На минуту голоса примолкли, и слышно, как на кладбище яростно поют зяблики. Потом снова шелестят голоса.

— Костянтин приказал перед лошадью его шапки снимать.

— Ври!

— Верно. Не снимешь — день ареста. Другой раз не снимешь — трое суток.

— С ума сходят.

— Бывает и это. Мусин-Пушкин судил-судил да вдруг начал в стадо стрелять. Гонят стадо с поля, а он приснастился у окошка и — давай садить! Ружьё у него — не одно, так он и дробью и пулями.

— Много скота перепортил?

— Голов пяток, что ли.

— Это — верно. История — известная.

— Связали его, привезли в город, а там и говорят: «Да он давно уж с ума-то спятил!»

— Вот — черти!

— Так сумасшедший и судил?

— Так и судил.

— Отменили приговора-то?

— Нет, нельзя! Закон, слышь, обратно не действует.

Кто-то уныло говорит:

— Сидим, как пленные турки, эхма…

— Надобно, так посидишь, — отвечают ему, и снова вполголоса, не торопясь, плетётся говорок:

— Лаяться мастер Костянтин.

— Умеет.

— Мужику против него не выругаться.

— Офицеры они все. У нашего брата в казармах учились.

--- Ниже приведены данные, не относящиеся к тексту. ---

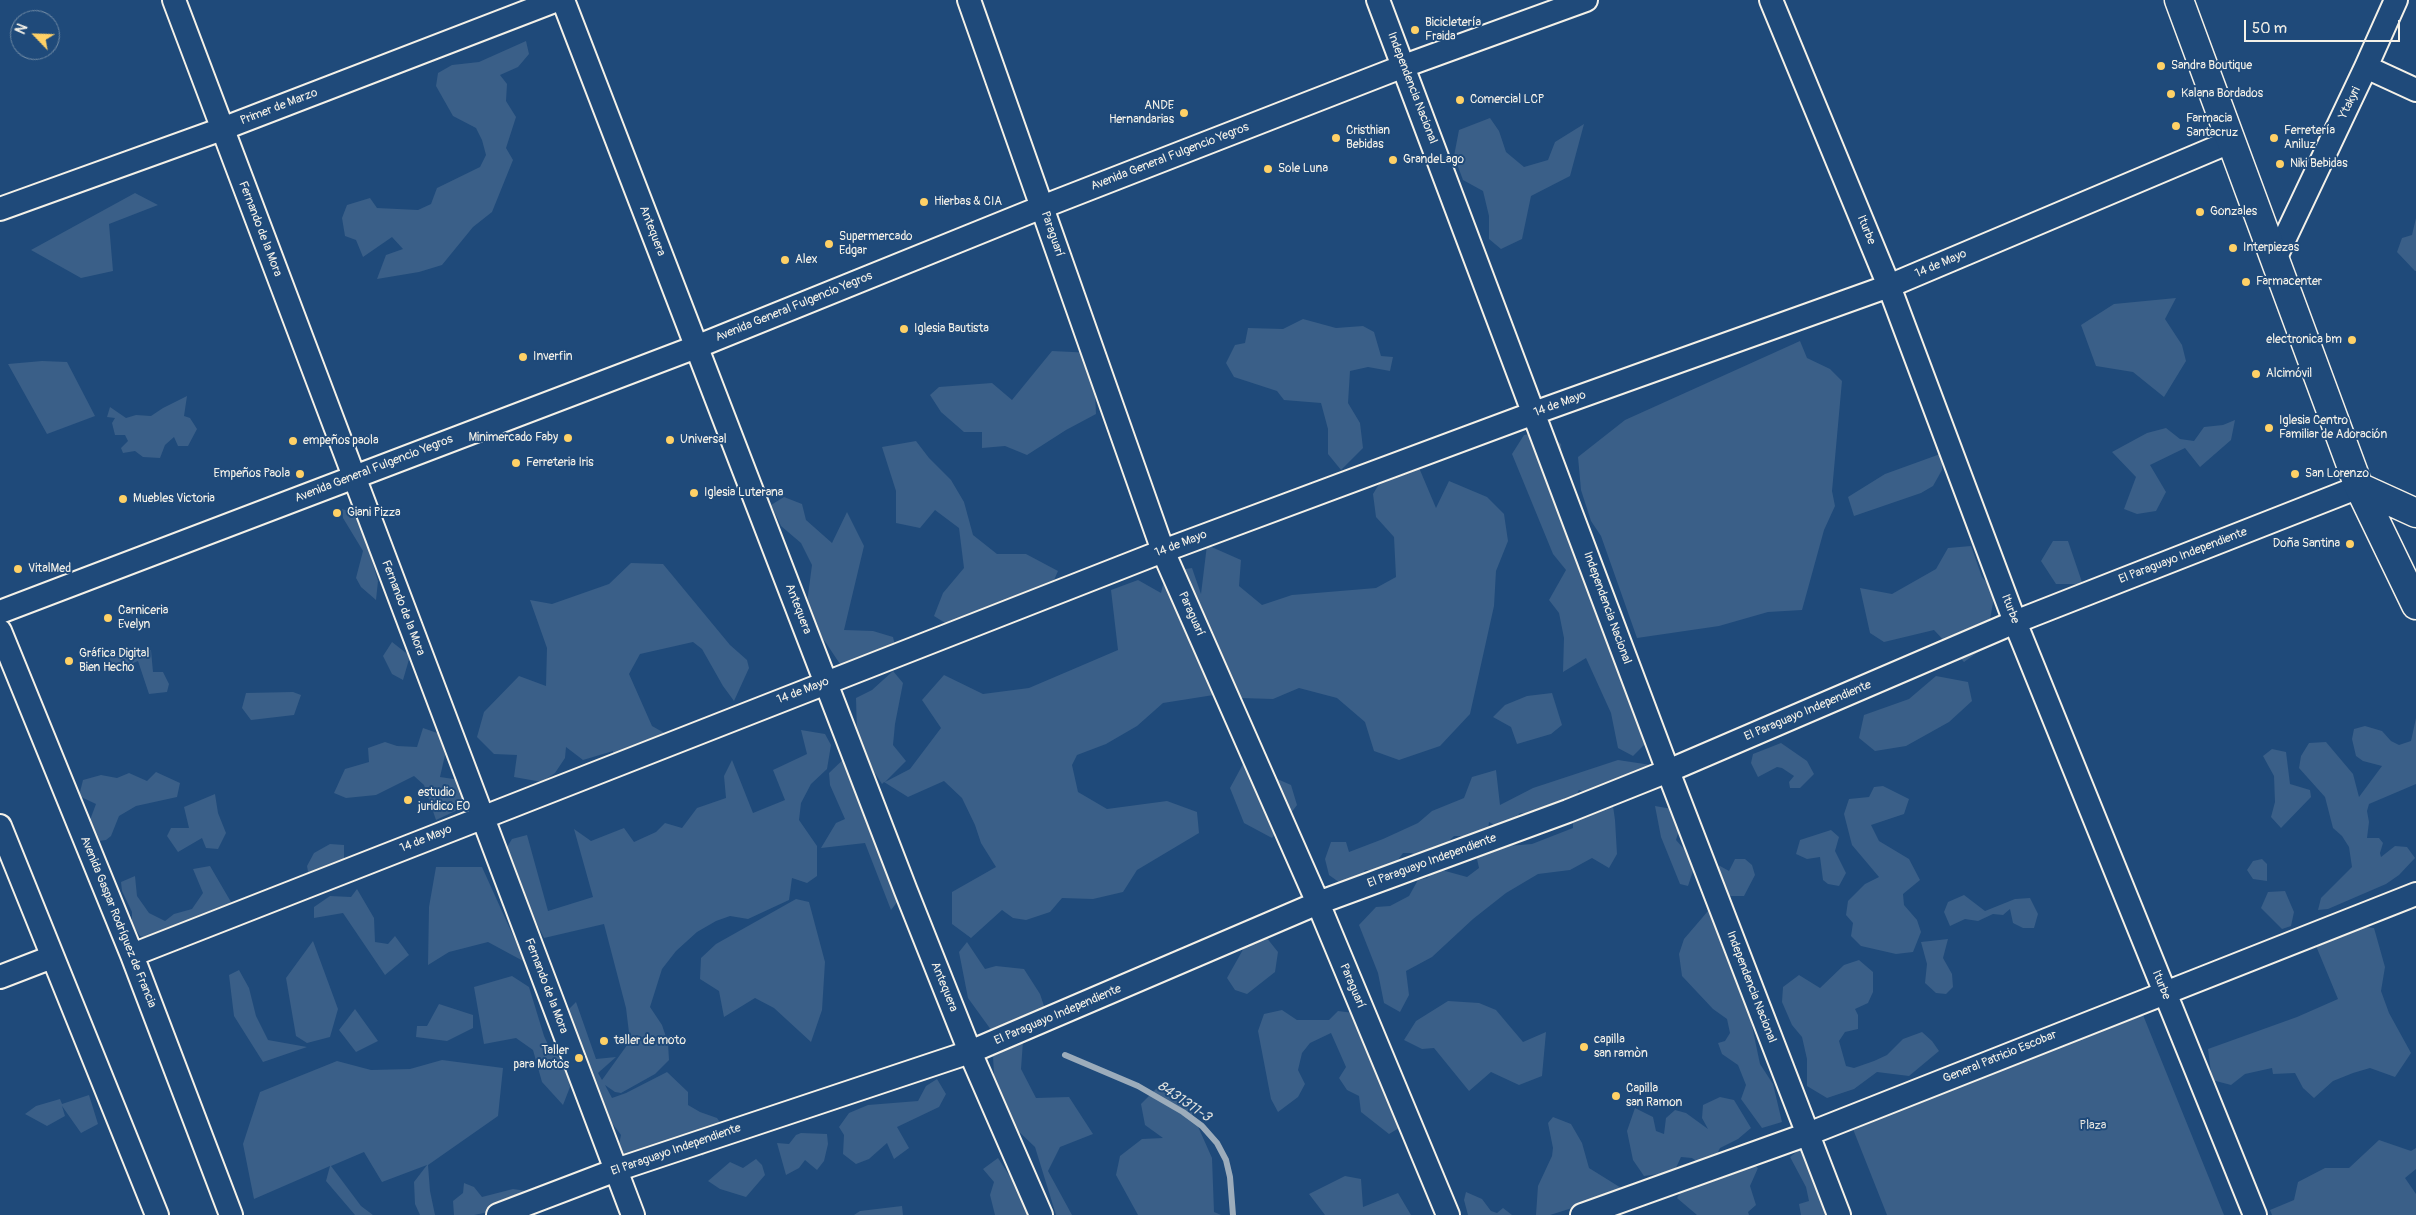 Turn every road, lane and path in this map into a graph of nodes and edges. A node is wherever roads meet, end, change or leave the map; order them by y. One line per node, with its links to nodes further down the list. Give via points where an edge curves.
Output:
1 (174, 0): 13 (street, Fernando de la Mora)
2 (557, 0): 13 (street, Primer de Marzo)
3 (562, 0): 19 (street, Antequera)
4 (969, 0): 15 (street, Paraguarí)
5 (1378, 0): 10 (street, Independencia Nacional)
6 (1586, 0): 10 (street, Avenida General Fulgencio Yegros)
7 (1771, 0): 18 (street, Iturbe)
8 (2179, 0): 14 (street)
9 (2396, 0): 11 (street, Ytakyri)
10 (1404, 66): 15 (street, Avenida General Fulgencio Yegros); 20 (street, Independencia Nacional)
11 (2366, 67): 12 (street); 17 (street, Ytakyri)
12 (2416, 90)
13 (222, 129): 16 (street, Primer de Marzo); 21 (street, Fernando de la Mora)
14 (2232, 141): 17 (street); 18 (street, 14 de Mayo)
15 (1042, 207): 19 (street, Avenida General Fulgencio Yegros); 24 (street, Paraguarí)
16 (0, 209)
17 (2275, 258): 22 (street)
18 (1889, 286): 20 (street, 14 de Mayo); 27 (street, Iturbe)
19 (696, 346): 21 (street, Avenida General Fulgencio Yegros); 29 (street, Antequera)
20 (1534, 413): 24 (street, 14 de Mayo); 30 (street, Independencia Nacional)
21 (354, 476): 26 (street, Avenida General Fulgencio Yegros); 31 (street, Fernando de la Mora)
22 (2360, 487): 23 (street); 25 (street); 27 (street, El Paraguayo Independiente)
23 (2416, 512)
24 (1163, 551): 29 (street, 14 de Mayo); 34 (street, Paraguarí)
25 (2416, 605)
26 (0, 612)
27 (2015, 622): 30 (street, El Paraguayo Independiente); 38 (street, Iturbe)
28 (0, 631): 35 (street, Avenida Gaspar Rodríguez de Francia)
29 (826, 682): 31 (street, 14 de Mayo); 39 (street, Antequera)
30 (1668, 771): 34 (street, El Paraguayo Independiente); 40 (street, Independencia Nacional)
31 (482, 816): 35 (street, 14 de Mayo); 41 (street, Fernando de la Mora)
32 (0, 826): 36 (street)
33 (2416, 894): 38 (street, General Patricio Escobar)
34 (1318, 903): 39 (street, El Paraguayo Independiente); 47 (street, Paraguarí)
35 (132, 955): 43 (street, Avenida Gaspar Rodríguez de Francia)
36 (52, 956): 37 (street); 42 (street)
37 (0, 977)
38 (2164, 992): 40 (street, General Patricio Escobar); 50 (street, Iturbe)
39 (970, 1052): 41 (street, El Paraguayo Independiente); 46 (street, Antequera)
40 (1808, 1134): 48 (street, General Patricio Escobar); 49 (street, Independencia Nacional)
41 (616, 1170): 44 (street, El Paraguayo Independiente); 45 (street, Fernando de la Mora)
42 (157, 1215)
43 (231, 1215)
44 (498, 1215)
45 (633, 1215)
46 (1041, 1215)
47 (1448, 1215)
48 (1582, 1215)
49 (1839, 1215)
50 (2254, 1215)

— А приехал он, Костянтин, в село с женой, такая тоненькая, глазастенькая, щёки — жёлтые, как репа. И всего имущества привёз — чемодан, гитару да зелёную птицу попугая в клетке, и птица тоже матерно ругается.

— Ври, как на мёртвого!

— Верно. Птица — известная.

— Вскоре и лошадь привели, ну — ничего не скажешь — красавица!

— Это пред ней шапки снимать надо?

— Пред ней самой. Вся — белая, ноги — точёные, глаз — весёлый.

— Верно. Не идёт, а — пляшет!

Лошадь хвалят долго, подробно. Звонкий тенор подводит итог похвалам:

— Такую лошадь не жеребцу крыть, а — губернатору.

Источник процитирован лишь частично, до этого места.